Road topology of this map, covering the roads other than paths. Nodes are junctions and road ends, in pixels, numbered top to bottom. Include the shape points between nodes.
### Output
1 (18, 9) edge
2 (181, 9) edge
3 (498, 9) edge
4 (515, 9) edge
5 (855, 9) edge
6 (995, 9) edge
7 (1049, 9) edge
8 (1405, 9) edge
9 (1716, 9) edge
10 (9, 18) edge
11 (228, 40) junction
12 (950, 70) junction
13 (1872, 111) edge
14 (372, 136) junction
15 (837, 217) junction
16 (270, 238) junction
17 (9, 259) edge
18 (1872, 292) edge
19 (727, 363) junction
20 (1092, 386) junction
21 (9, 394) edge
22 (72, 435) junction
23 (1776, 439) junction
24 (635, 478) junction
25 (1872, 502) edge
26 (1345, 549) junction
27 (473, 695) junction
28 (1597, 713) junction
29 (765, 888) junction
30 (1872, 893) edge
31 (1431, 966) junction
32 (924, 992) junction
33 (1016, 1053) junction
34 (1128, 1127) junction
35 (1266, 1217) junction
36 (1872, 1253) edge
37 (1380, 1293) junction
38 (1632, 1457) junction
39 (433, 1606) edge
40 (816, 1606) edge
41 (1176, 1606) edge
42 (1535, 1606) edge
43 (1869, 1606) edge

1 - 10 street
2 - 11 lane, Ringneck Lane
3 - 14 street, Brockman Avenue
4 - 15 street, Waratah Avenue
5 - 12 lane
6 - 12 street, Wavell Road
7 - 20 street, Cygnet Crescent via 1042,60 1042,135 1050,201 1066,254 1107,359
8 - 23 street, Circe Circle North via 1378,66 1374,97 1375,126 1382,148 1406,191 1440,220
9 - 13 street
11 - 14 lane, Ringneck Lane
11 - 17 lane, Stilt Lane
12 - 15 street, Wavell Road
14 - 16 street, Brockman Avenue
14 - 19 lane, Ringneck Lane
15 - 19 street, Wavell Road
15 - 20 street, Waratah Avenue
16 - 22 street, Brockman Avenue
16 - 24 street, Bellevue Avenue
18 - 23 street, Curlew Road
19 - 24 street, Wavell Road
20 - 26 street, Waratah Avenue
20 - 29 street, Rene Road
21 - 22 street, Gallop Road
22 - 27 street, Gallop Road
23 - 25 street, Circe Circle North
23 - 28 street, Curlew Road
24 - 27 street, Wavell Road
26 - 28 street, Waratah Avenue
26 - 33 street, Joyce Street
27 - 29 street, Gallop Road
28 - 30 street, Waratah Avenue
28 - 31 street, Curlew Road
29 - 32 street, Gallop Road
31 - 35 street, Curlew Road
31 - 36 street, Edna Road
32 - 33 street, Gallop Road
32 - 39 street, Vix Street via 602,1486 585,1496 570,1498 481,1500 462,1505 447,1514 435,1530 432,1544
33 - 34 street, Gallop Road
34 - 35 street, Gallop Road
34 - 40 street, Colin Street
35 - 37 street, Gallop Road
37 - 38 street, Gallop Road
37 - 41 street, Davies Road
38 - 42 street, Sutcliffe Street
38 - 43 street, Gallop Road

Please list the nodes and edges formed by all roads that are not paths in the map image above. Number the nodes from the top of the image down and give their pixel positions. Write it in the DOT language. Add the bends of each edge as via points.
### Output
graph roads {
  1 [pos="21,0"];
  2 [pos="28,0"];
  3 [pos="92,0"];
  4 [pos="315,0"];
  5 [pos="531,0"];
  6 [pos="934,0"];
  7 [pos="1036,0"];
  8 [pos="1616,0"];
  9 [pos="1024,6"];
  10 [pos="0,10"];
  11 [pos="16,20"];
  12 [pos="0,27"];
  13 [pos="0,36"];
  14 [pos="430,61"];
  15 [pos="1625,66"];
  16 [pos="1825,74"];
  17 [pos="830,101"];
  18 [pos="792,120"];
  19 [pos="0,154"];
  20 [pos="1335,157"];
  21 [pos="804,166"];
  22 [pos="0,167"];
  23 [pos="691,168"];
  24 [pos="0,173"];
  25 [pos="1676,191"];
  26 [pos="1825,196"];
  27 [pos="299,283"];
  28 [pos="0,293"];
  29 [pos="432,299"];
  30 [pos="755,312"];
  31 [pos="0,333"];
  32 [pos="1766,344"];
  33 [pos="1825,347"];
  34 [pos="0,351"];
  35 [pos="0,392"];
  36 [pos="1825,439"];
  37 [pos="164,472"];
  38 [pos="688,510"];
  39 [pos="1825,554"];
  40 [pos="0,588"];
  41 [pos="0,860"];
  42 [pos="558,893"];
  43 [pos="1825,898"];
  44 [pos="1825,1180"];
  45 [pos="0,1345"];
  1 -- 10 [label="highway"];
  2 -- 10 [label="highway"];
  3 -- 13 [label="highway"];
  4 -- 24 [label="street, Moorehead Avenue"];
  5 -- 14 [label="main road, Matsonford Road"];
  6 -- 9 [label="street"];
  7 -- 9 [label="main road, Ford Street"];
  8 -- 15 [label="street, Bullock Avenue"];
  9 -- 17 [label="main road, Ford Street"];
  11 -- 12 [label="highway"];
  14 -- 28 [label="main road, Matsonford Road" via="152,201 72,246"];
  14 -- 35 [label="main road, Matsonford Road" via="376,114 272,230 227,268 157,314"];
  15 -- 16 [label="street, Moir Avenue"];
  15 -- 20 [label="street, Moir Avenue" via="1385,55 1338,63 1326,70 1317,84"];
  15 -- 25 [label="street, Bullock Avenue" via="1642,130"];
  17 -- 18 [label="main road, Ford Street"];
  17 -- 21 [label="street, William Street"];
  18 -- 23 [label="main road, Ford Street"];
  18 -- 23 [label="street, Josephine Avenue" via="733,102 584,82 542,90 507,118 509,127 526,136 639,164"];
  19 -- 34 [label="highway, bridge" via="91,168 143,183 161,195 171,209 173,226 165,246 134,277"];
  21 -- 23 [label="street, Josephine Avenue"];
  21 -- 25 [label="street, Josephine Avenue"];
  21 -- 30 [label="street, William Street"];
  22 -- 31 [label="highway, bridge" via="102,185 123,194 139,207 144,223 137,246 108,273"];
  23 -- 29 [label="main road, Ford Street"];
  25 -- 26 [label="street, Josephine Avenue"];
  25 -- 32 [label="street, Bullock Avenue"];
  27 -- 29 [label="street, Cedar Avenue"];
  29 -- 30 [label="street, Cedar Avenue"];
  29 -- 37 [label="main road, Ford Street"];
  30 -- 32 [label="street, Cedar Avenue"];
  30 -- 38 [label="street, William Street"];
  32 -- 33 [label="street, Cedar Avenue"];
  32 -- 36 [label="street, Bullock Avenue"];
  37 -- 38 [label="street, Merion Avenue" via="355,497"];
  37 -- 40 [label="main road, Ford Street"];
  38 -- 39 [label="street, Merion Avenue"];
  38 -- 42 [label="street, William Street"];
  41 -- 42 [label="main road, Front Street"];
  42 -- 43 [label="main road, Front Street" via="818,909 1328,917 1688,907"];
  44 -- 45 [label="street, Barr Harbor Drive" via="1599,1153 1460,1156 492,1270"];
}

───

Which of the lines in the data contain the string "lane"? Return each one.

2 - 11 lane, Ringneck Lane
5 - 12 lane
11 - 14 lane, Ringneck Lane
11 - 17 lane, Stilt Lane
14 - 19 lane, Ringneck Lane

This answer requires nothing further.